Without a word the assassin leads me round the back of the half-finished barn. A building at its beginning is the opposite of a ruin. A steel ladder is leaning against the brickwork, and he starts to climb. “Put your bags down,” he says. “You won’t need them.” The ladder is roped to another ladder which is roped to another ladder. It ascends about fifty feet to the ridge, where he has been working on the rafters. “Come on then,” he says.

I put the smooth sole of my smart boot on the first rung, and follow. When I reach the eaves, there’s a timber platform, then another ladder to the ridge. I scramble onto the highest point — it feels like a game of musical chairs after the chairs are removed — aware my standing frame is more precarious here than it is on the ground. The slightest wind could blow me down. I can see the picnic table below, our tiny doll-house mugs on the stump. 

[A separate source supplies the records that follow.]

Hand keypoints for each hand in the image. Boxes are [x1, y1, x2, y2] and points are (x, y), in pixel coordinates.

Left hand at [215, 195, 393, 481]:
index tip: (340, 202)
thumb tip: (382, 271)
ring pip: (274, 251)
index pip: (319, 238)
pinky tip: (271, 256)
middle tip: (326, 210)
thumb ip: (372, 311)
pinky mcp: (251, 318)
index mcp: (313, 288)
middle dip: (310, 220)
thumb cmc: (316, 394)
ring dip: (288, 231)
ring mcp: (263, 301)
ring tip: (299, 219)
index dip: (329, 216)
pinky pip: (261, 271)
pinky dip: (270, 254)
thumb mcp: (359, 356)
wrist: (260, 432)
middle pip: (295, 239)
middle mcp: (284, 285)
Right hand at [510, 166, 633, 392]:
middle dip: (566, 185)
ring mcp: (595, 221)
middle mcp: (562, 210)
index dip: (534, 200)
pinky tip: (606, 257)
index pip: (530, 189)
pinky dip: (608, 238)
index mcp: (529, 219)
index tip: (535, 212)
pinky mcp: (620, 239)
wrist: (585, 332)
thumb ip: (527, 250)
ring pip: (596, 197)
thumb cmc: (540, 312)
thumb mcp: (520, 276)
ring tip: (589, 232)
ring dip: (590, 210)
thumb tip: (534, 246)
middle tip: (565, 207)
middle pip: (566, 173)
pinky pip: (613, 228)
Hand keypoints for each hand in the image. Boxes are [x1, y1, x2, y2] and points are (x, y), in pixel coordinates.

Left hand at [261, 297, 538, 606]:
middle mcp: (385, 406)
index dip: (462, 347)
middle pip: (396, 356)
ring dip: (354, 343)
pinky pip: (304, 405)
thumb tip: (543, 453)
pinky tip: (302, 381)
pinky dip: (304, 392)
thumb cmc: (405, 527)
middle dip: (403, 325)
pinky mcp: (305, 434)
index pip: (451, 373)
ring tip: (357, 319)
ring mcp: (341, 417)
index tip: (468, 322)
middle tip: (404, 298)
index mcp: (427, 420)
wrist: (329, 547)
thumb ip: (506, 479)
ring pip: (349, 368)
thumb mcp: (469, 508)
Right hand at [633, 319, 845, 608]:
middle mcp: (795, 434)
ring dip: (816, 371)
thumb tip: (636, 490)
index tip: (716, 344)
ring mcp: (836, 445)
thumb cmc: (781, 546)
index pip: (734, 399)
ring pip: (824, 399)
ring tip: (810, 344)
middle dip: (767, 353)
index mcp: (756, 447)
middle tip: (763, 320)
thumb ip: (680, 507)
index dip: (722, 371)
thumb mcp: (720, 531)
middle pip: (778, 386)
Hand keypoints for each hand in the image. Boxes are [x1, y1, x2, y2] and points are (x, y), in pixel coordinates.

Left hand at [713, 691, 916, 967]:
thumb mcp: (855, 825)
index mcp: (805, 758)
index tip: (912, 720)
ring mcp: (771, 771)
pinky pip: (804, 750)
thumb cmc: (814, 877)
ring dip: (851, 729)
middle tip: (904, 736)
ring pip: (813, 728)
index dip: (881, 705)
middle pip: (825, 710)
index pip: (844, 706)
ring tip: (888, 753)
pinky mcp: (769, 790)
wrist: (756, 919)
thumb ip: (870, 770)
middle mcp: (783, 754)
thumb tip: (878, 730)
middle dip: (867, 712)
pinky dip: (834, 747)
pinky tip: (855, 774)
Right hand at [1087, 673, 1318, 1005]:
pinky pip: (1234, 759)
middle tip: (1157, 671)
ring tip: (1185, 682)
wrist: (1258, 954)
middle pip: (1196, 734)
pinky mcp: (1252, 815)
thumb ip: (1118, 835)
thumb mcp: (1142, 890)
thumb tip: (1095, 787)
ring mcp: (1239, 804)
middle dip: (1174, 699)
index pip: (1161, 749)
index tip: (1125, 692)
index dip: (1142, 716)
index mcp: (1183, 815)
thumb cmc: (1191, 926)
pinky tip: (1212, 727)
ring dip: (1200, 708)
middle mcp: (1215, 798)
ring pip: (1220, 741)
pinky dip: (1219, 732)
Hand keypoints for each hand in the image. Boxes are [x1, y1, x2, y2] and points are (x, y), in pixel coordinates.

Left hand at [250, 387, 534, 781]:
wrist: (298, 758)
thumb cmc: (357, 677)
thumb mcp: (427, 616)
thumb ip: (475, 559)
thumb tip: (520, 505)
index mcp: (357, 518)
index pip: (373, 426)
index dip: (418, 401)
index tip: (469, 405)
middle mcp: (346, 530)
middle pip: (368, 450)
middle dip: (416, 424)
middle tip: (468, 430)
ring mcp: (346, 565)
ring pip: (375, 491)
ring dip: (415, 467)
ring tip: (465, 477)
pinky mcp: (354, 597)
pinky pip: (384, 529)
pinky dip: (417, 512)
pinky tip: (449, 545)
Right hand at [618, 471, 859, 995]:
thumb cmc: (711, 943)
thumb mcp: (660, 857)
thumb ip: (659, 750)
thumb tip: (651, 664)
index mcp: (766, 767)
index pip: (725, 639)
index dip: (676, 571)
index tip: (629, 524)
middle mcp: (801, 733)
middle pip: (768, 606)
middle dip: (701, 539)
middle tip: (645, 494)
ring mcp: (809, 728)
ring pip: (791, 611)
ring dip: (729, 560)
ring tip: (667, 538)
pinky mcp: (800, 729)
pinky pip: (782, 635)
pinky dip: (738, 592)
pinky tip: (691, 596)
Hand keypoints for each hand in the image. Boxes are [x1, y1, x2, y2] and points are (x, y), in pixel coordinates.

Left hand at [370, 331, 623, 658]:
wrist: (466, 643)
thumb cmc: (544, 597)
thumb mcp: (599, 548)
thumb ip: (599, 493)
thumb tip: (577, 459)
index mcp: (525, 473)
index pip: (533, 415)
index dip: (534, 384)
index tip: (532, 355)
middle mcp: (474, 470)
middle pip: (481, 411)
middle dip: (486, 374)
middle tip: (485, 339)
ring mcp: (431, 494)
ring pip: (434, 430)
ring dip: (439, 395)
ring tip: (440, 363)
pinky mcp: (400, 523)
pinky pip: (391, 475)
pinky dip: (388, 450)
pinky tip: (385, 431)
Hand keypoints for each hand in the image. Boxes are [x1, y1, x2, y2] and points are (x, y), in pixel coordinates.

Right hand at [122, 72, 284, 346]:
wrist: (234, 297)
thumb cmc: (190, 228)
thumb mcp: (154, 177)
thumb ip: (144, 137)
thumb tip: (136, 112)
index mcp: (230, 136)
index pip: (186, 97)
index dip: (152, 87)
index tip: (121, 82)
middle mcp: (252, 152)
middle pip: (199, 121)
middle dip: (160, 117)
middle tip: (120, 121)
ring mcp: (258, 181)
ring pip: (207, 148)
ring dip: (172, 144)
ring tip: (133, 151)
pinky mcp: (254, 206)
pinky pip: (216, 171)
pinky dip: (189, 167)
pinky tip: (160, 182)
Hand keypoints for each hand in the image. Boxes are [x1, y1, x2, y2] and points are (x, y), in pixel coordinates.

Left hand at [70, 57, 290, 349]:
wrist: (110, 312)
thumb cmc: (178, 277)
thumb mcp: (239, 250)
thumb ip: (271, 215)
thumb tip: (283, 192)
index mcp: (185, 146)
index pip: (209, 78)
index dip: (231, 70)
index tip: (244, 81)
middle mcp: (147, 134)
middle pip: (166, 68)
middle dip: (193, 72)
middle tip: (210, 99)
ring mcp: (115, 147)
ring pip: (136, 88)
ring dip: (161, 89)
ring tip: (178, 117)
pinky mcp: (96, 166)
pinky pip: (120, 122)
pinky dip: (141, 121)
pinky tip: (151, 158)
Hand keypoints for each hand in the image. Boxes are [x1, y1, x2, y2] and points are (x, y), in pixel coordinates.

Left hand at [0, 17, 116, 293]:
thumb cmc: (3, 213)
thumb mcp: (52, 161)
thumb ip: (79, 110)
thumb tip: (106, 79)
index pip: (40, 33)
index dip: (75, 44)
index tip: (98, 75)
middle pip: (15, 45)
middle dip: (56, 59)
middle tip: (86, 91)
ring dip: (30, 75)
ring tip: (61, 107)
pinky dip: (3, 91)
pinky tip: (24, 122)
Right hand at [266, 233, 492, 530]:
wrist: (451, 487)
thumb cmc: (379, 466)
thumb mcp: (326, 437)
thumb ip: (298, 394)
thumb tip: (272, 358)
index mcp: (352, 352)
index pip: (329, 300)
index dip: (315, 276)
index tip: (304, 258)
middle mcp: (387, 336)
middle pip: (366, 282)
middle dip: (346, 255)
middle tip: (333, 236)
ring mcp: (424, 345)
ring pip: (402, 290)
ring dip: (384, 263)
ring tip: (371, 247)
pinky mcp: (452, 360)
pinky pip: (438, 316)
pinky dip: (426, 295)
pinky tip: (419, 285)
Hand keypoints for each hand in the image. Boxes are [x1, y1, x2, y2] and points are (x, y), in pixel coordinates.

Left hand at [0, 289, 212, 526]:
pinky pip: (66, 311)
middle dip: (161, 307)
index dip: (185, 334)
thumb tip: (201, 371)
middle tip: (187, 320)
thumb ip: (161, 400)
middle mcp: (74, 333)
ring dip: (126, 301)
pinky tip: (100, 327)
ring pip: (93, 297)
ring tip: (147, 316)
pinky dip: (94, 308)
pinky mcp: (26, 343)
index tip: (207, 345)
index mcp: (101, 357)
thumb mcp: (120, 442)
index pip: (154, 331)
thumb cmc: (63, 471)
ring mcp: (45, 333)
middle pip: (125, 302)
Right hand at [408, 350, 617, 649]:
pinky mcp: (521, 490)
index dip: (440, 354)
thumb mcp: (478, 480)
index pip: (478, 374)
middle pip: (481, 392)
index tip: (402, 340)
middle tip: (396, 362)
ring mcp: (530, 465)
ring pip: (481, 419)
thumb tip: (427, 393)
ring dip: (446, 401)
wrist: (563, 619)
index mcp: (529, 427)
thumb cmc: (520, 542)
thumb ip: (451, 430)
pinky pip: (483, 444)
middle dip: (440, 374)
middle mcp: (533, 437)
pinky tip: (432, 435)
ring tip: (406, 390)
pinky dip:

“Look!” the assassin says. He points, directing my eyes not down, but outwards, and on across to the canal, the wide meadow, and over the railway tracks to the lakes. North, beyond the overpass. He turns a complete circle. I can see my caravan, empty and waiting for me all these weeks, at the far side of the newly cleared woods. “Welcome home,” he says.

*

John Fowles’ ‘The Tree’ was published in paperback by Vintage in 2000 — Nancy has just caught up with it. Nancy’s memoir ‘Thunderstone’ was reviewed by Kerri ní Dochartaigh for CBTR this summer. ‘Uneasy Pieces’ is available from Guillemot Press.